Die Themenwahl für monographische Promotionsprojekte ist ein Thema für sich. Da sich ein Buchprojekt im Laufe mehrerer Jahre entwickeln muss, sollte es nicht auf kurzfristige Trends und »Modethemen« bauen. Gleichzeitig ist die Entwicklung gesellschaftlicher und wissenschaftlicher Aufmerksamkeitszyklen nur bis zu einem gewissen Grad prognostizierbar. So kann es sein, dass eine Fragestellung in der Planungsphase eines mehrjährigen Projekts als hoch relevant gilt, bei Veröffentlichung des Werkes jedoch bereits aus dem Fokus gerückt ist. Umgekehrt kann ein Themenfeld im Laufe der Arbeit an einer Dissertation richtig Fahrt aufnehmen, ohne dass dies zu Beginn der Arbeiten klar absehbar gewesen wäre.
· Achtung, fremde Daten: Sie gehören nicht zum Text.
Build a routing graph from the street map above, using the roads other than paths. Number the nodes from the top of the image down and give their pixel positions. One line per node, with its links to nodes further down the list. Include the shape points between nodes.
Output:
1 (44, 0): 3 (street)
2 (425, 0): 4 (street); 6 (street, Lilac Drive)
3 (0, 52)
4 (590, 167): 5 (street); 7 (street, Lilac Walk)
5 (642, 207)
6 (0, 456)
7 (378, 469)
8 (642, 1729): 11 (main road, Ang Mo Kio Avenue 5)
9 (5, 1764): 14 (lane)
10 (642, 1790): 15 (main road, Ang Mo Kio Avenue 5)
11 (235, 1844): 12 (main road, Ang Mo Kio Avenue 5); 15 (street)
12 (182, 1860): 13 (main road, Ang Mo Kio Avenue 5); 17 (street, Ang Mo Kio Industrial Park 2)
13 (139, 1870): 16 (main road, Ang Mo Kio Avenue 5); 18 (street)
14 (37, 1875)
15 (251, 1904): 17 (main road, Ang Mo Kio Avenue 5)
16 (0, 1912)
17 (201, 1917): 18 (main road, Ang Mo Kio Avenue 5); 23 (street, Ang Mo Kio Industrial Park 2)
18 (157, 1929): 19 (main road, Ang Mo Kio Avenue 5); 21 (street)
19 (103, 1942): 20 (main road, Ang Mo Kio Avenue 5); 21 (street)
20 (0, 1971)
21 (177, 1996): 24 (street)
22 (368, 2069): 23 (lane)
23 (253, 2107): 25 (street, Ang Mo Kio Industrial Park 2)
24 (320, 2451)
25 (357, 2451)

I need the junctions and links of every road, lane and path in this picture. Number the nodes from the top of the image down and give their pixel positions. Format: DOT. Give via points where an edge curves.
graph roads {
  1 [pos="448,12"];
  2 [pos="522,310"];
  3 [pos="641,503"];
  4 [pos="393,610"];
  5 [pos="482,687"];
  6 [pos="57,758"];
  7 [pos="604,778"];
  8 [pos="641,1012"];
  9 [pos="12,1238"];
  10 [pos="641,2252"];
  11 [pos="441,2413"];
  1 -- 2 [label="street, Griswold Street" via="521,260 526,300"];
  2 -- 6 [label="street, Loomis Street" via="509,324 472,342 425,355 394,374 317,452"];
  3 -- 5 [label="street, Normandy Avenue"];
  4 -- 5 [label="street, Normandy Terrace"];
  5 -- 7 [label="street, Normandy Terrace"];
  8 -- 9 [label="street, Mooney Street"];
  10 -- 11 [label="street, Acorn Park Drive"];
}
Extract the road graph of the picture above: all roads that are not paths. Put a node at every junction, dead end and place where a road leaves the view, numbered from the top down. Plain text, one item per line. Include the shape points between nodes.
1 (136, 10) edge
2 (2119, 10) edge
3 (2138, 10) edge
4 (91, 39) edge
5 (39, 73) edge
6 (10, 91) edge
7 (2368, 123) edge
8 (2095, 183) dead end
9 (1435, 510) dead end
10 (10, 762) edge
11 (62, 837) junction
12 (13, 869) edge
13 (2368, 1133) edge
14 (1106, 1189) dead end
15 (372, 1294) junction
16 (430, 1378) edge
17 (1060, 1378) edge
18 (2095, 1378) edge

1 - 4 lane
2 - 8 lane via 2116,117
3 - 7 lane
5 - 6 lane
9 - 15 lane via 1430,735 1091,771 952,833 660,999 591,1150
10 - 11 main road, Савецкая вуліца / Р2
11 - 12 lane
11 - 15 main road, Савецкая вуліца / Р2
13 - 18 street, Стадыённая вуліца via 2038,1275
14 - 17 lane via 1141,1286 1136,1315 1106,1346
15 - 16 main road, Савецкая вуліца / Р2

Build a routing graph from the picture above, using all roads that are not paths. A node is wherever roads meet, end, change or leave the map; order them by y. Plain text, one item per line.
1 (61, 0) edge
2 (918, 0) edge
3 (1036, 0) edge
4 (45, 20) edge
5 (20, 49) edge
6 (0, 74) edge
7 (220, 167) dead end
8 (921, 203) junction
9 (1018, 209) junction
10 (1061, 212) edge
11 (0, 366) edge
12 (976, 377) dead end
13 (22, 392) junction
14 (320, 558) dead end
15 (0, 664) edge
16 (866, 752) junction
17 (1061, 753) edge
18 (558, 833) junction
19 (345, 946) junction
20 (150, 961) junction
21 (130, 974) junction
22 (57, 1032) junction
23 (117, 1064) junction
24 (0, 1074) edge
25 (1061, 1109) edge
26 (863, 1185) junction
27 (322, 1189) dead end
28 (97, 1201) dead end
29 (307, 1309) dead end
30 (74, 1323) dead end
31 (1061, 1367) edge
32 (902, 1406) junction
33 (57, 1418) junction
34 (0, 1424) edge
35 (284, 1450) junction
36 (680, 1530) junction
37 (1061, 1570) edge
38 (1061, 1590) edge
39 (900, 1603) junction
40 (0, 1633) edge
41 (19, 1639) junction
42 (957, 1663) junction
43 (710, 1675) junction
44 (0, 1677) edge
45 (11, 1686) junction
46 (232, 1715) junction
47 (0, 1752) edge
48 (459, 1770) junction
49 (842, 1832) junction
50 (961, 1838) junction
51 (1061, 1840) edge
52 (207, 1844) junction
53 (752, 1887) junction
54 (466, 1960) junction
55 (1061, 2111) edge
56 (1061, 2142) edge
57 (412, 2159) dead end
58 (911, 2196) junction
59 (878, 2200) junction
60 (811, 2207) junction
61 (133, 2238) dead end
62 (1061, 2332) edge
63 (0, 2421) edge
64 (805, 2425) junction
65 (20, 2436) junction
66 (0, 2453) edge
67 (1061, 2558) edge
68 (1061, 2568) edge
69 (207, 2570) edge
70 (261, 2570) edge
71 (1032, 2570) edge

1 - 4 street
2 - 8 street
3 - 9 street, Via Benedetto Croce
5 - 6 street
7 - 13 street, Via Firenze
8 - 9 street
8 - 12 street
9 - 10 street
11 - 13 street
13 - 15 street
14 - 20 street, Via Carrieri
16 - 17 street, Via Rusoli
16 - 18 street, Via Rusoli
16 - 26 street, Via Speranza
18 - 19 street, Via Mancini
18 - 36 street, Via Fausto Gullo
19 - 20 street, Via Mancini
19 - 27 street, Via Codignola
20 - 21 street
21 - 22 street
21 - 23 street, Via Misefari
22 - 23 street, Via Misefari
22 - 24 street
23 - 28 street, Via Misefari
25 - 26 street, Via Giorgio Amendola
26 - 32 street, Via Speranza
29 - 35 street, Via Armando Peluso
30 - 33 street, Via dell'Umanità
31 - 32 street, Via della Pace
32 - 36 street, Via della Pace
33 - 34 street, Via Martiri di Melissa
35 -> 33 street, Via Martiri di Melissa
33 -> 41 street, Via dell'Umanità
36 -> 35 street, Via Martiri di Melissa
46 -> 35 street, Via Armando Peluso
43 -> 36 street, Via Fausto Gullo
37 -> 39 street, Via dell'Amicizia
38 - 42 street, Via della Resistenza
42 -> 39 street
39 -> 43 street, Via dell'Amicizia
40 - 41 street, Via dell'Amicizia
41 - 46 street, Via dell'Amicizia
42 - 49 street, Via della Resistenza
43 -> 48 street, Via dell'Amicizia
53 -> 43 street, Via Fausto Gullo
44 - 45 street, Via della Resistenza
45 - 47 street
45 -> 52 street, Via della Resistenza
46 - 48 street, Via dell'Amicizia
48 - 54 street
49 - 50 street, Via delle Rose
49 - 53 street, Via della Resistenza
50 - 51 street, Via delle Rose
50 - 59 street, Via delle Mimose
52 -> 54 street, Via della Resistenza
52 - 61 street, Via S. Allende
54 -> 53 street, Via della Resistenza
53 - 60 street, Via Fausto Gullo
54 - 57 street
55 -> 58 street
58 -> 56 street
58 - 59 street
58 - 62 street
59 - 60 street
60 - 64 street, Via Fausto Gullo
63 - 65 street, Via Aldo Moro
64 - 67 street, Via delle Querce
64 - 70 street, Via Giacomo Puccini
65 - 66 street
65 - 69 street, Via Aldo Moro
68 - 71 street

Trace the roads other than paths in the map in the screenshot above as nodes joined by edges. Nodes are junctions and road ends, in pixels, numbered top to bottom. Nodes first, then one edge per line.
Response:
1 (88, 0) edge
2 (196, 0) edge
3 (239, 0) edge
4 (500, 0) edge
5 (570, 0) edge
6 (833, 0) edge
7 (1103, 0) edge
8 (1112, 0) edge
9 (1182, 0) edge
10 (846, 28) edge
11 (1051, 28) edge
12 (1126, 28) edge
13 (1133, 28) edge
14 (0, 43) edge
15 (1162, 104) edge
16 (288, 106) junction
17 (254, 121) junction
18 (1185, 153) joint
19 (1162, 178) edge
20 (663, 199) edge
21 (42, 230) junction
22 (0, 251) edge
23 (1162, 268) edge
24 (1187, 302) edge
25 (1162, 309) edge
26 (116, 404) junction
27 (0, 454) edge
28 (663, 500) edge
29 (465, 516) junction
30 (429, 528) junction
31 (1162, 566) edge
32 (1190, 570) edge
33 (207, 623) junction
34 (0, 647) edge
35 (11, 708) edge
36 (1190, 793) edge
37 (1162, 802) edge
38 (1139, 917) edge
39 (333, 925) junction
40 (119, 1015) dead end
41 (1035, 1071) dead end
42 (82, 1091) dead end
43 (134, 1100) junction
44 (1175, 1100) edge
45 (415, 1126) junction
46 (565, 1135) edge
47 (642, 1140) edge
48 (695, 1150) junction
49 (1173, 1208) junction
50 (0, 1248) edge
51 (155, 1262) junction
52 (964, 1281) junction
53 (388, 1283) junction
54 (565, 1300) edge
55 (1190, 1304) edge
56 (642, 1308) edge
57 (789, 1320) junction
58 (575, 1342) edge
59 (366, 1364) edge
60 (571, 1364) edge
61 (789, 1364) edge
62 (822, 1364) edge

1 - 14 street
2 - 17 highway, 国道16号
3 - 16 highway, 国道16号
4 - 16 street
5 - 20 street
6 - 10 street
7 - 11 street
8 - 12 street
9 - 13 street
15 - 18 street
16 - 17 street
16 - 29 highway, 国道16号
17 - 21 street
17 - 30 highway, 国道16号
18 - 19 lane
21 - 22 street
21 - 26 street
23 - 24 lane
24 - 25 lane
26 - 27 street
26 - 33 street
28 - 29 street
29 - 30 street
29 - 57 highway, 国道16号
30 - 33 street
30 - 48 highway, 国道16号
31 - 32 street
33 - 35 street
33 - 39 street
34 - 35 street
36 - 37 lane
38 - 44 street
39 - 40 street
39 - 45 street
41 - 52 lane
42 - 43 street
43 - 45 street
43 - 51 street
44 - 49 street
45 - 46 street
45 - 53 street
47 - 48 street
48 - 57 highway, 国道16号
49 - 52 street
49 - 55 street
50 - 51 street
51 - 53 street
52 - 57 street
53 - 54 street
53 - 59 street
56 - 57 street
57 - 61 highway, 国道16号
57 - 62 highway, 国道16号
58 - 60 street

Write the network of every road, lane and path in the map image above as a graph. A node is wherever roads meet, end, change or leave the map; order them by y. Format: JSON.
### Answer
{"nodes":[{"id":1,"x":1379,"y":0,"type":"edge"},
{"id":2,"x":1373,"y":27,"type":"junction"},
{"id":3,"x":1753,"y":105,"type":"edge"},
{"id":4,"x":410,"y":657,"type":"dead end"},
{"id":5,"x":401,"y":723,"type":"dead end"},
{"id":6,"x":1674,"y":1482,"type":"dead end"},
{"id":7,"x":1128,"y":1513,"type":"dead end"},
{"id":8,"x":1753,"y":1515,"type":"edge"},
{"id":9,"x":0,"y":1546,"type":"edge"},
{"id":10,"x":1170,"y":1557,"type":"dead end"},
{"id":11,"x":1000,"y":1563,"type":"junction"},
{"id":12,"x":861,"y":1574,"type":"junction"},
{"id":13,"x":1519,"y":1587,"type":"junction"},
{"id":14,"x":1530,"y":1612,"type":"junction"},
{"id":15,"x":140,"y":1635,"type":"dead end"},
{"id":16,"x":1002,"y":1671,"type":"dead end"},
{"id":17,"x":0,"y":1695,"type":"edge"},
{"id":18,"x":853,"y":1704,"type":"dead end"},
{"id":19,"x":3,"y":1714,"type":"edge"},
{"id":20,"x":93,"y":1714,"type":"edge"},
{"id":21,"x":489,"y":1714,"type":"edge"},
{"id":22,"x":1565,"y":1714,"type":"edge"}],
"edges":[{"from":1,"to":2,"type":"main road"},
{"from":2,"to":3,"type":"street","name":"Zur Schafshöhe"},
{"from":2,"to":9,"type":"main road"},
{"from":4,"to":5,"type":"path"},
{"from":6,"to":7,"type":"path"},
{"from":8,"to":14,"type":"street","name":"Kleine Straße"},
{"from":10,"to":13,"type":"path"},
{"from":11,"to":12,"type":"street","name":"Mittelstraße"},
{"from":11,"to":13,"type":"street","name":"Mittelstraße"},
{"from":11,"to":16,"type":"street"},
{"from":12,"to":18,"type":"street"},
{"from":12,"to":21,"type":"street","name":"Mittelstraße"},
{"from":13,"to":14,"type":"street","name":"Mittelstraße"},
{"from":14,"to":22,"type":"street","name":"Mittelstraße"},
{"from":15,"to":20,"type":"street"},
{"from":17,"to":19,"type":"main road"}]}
So ist es wohl Franzisca Schmidt ergangen, deren 2017 eingereichte und nun veröffentlichte Dissertation sich mit der Rolle der Medien bei der Verbreitung populistischer Botschaften auseinandersetzt. Populismus ist in den letzten Jahren zu einem der zentralen Felder der politischen Kommunikationsforschung aufgestiegen – eine Entwicklung, die vor fünf, sechs Jahren nicht unbedingt absehbar war. Für Schmidts Dissertation ist sie Fluch und Segen zugleich. Einerseits verspricht die gegenwärtige Aufmerksamkeit für Populismus dem Buch eine breite und interessierte Rezeption, die sich auch in gleich zwei erhaltenen Auszeichnungen ausdrückt. Andererseits bedeutet es jedoch auch, dass das Werk sich in einem hoch dynamischen und jüngst unglaublich publikationsstarken Forschungsfeld behaupten muss.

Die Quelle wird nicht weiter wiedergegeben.